What is Haemophagocytic Lymphohistiocytosis (HLH)?
Haemophagocytic Lymphohistiocytosis is not a single disease, but is a word that covers a number of conditions that differ in cause, treatment and outcome. The name is a combination of medical terms derived from Greek words: haem – blood; phagocyte – cell that ingests and destroys; lymphohistiocytosis – excessive number of certain types of white blood cells.
HLH can be likened to a very severe form of inflammation which the body is unable to switch off. It results from an uncontrolled increase in the numbers of lymphocytes and histiocytes (white blood cells) due to an ineffective immune (defence) response. These cells can destroy other blood cells and can cause problems for many different parts of the body.
HLH is a very rare disease with an estimated 1.2 per million children affected by HLH each year. This may be an underestimation as the diagnosis may be missed in some patients.
HLH can be difficult to diagnose as it may initially resemble a normal response to an infection. It can therefore take a while for the medical team to realise that the immune system is not working properly. HLH is treated by haematologists/ immunologists/ oncologists with steroids +/- chemotherapy +/- bone marrow transplantation.
The outcome for children with HLH has improved dramatically over the last 20 years and now more than half of the patients are cured.
Are there different types?
There are two main types of HLH, primary (or familial) HLH which is inherited, and secondary (or acquired) HLH.
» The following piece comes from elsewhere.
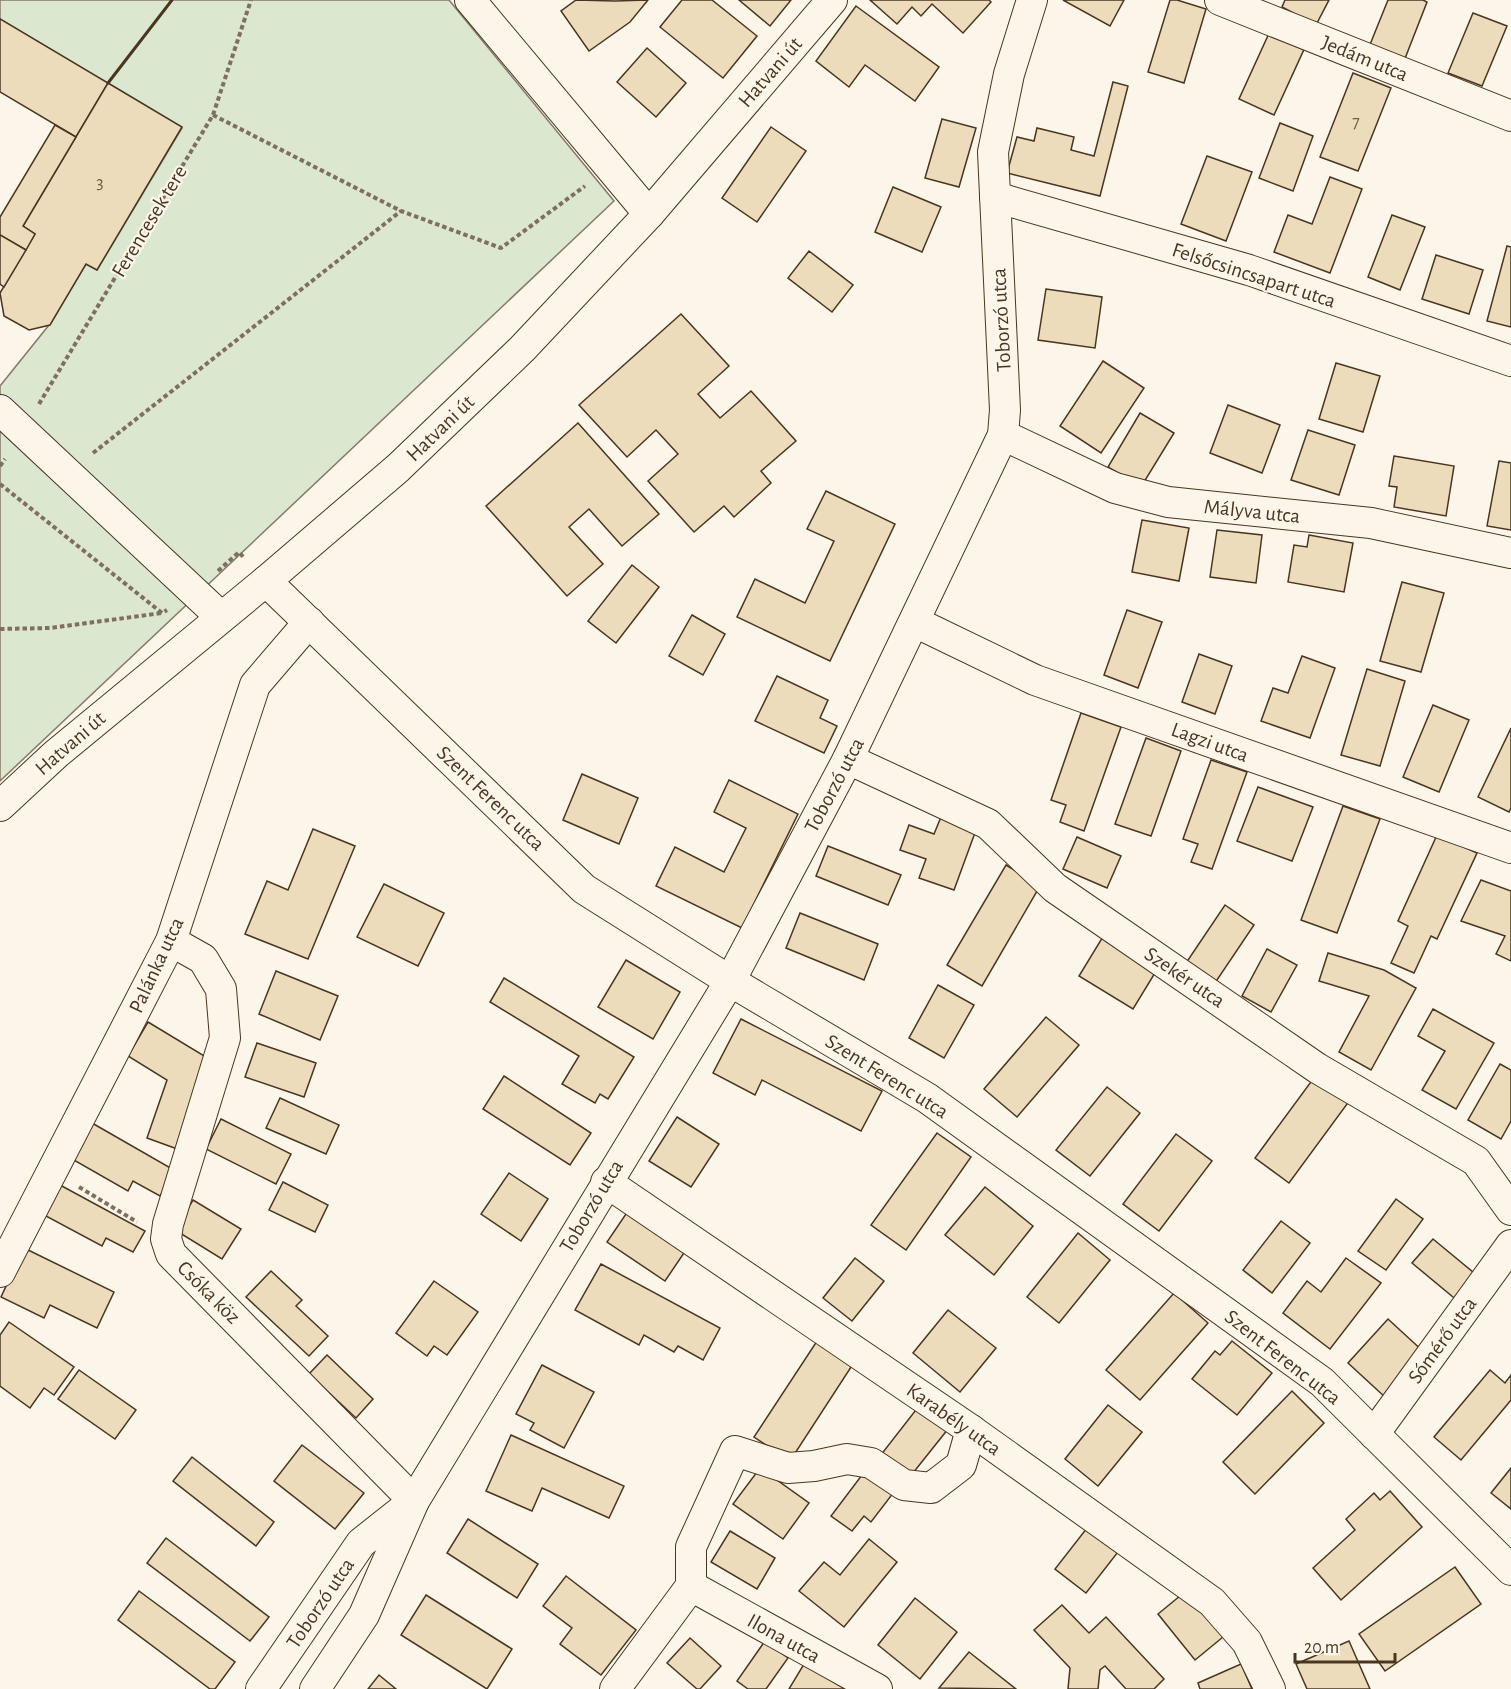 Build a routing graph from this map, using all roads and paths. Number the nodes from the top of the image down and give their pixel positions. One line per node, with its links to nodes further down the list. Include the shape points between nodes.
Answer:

Primary HLH is a genetic (inherited) disease and is most often referred to as familial HLH or FLH. In this genetic condition, defective genes are inherited from both the mother and the father (autosomal recessive inheritance). FLH is diagnosed if there is more than one affected child in the family and/or an FLH gene defect is identified. Several specific gene abnormalities (mutations) have been identified but not all patients with FLH have a recognised genetic mutation.
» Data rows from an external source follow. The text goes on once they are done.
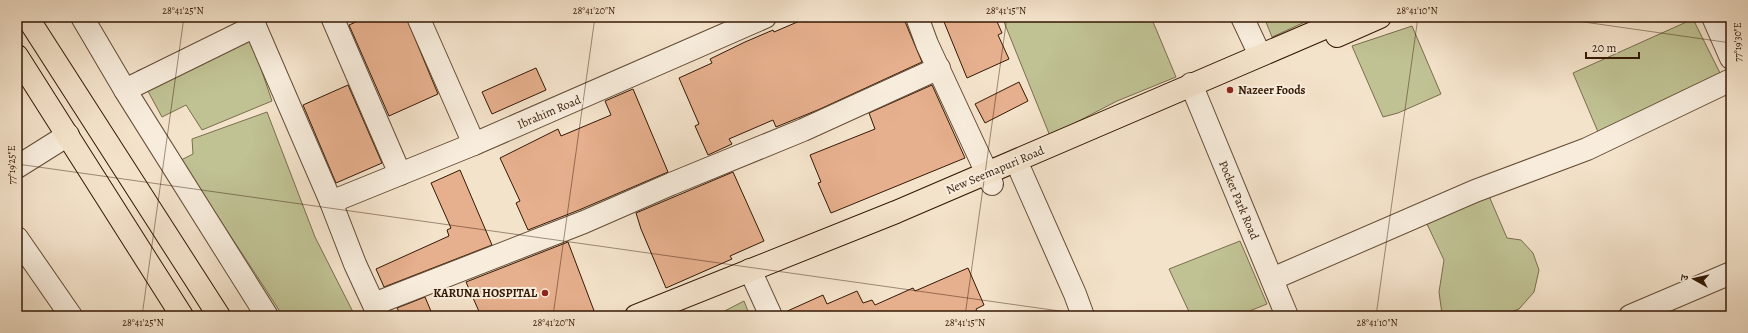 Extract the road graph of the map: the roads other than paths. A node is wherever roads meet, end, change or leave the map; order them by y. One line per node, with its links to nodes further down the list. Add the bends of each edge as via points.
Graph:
1 (27, 17): 33 (main road)
2 (82, 17): 17 (street)
3 (332, 17): 23 (street)
4 (418, 17): 20 (street)
5 (765, 17): 20 (street, Ibrahim Road)
6 (917, 17): 15 (street)
7 (1242, 17): 12 (street)
8 (1350, 17): 12 (main road, New Seemapuri Road)
9 (1380, 17): 18 (main road, New Seemapuri Road)
10 (1713, 17): 14 (street)
11 (253, 22): 17 (street); 25 (street)
12 (1260, 55): 18 (main road, New Seemapuri Road)
13 (17, 56): 19 (main road)
14 (1731, 58)
15 (939, 68): 24 (street); 30 (street, via 809,127)
16 (1731, 80): 29 (street, via 1587,149 1475,191)
17 (125, 90): 34 (street)
18 (1193, 91): 22 (main road, New Seemapuri Road); 24 (main road, New Seemapuri Road); 29 (street, Pocket Park Road)
19 (68, 135): 21 (street); 32 (main road)
20 (474, 144): 23 (street, Ibrahim Road)
21 (17, 167)
22 (1021, 172): 24 (main road, New Seemapuri Road); 38 (street)
23 (400, 174): 25 (street, Ibrahim Road)
24 (990, 178): 28 (main road, New Seemapuri Road)
25 (331, 202): 30 (street)
26 (17, 238): 31 (street)
27 (1731, 273): 40 (street)
28 (753, 277): 35 (main road, New Seemapuri Road); 36 (main road, New Seemapuri Road); 37 (street)
29 (1272, 279): 39 (street, Pocket Park Road)
30 (377, 310)
31 (72, 316)
32 (182, 316)
33 (219, 316)
34 (266, 316)
35 (636, 316)
36 (676, 316)
37 (771, 316)
38 (1083, 316)
39 (1287, 316)
40 (1630, 316)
Approximately 1 child per 200 000 children will become unwell with FLH each year. Most children (70-80%) become unwell in the first year of life with infection-like symptoms, sometimes triggered by a viral infection. A small number (10%) develop symptoms within the first 4 weeks of life. In the same family, children with familial HLH usually develop symptoms around the same age.
Patients with FLH need treatment to get the FLH under control and will then need a bone marrow transplant to cure the disease.
If your child’s Consultant feels that the HLH is due to a genetic cause, you will be referred to a Clinical Geneticist. The Clinical Geneticist will discuss with you if additional blood tests are needed from your family, will arrange to analyse the blood samples and discuss the results and other implications with you.
Secondary Haemophagocytic Lymphohistiocytosis
In the absence of more than one affected child in the family and/or an identified FLH gene defect, HLH is thought to be an acquired disease (secondary HLH).
Secondary HLH can occur at any age. It is not clear how common this is but it is thought to be more common than familial HLH. Acquired HLH is usually triggered by an infection, often a viral infection. It can also occur in children with some cancers (notably specific types of lymphomas), in association with treatment for cancers with chemotherapy and in children undergoing bone marrow transplantation. HLH can also occur in association with rare inborn errors of metabolism (inherited problems with breakdown and production of sugars, proteins or fats in the body) and in association with genetic immune deficiencies such as Chediak-Higashi Syndrome 1 (CHS-1), Griscelli Syndrome 2 (GS-2) and X-linked lymphoproliferative syndrome (XLP).
Patients with secondary HLH need treatment to control the HLH and if possible, treatment for the underlying condition which caused the HLH.
Macrophage Activation Syndrome
Macrophage activation syndrome (MAS) is an extremely rare condition that occurs in both children and adults with autoimmune diseases, such as rheumatoid arthritis and systemic lupus erythematosis (SLE). It has the same features of HLH, but some of the initial blood changes may be less severe, and problems with clotting and the function of the heart may be worse. Like the other forms of HLH, viruses have been shown to trigger MAS, but also some medications. The majority of children with MAS will recover completely, with treatment that is similar to that for HLH, but less intensive.